High susceptibility to azoxymethane‐induced colorectal carcinogenesis in obese KK‐ A y mice

Obesity is associated with colon carcinogenesis. However, not much information is available regarding the mechanisms of obesity‐associated colorectal cancer, and there are only few useful animal models for investigating the underlying mechanism between obesity and colorectal cancer. KK‐ A y mice exhibit severe obesity. Amount of visceral fat assessed by micro‐computed tomography was almost 15 times higher than that of same aged C57BL/6J mice. Treatment with azoxymethane (AOM; 200 μg/mouse injected once a week for 3 times) resulted in markedly increased colon aberrant crypt foci (ACF) development (≈70 ACF/mouse) in KK‐ A y mice compared with lean C57BL/6J mice (≈9 ACF/mouse).

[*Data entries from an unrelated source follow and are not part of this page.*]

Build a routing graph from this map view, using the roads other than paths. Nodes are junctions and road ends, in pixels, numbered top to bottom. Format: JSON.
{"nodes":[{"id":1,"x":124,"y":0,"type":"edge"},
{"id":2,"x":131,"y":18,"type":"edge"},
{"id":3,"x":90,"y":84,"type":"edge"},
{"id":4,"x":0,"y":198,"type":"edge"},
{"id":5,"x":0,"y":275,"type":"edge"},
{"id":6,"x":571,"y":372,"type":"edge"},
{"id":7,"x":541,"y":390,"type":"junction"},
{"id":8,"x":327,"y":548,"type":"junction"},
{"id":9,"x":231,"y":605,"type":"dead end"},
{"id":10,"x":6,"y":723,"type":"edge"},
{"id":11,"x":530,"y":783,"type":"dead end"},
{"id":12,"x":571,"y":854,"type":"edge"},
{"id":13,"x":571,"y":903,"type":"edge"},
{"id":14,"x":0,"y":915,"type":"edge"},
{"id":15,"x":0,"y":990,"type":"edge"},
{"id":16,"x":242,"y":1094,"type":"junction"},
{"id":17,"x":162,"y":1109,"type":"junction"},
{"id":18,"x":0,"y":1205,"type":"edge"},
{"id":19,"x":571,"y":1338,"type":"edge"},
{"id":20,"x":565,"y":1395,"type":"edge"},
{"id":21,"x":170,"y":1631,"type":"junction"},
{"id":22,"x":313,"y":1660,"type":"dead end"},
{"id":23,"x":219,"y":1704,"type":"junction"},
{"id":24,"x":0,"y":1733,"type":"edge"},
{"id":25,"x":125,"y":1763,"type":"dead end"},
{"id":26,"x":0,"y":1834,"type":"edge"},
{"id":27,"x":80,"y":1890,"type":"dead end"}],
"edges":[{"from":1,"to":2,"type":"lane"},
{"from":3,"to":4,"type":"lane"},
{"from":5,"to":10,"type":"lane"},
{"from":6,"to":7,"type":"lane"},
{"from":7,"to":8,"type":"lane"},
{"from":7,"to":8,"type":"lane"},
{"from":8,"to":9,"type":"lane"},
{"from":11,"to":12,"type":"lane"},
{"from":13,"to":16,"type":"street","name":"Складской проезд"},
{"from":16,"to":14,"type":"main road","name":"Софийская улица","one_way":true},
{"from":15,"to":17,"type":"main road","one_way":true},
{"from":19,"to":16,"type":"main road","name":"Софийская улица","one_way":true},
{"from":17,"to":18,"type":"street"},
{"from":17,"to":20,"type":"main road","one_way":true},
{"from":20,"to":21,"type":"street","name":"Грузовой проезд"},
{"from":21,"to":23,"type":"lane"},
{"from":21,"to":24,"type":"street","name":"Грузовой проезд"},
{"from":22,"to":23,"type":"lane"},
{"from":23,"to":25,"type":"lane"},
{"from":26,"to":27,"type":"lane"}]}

Moreover, administration of AOM at a dose of 200 μg/mouse once a week for 6 times developed colorectal adenocarcinomas within only 7 weeks after the last AOM injection. The incidence of adenocarcinoma was 88% in KK‐ A y mice and was markedly higher than the 4% observed in C57BL/6J mice. The number of tumors/mouse was 7.80 in KK‐ A y mice and also markedly higher than the 0.12 in the C57BL/6J case. Interestingly, adenocarcinomas were observed in most of the AOM‐treated KK‐ A y mice along with remarkable tumor angiogenesis, and some showed submucosal invasion. These results indicate that the KK‐ A y mouse, featuring intact leptin and leptin receptor Ob‐Rbl, could be a useful animal model to investigate obesity‐associated cancer.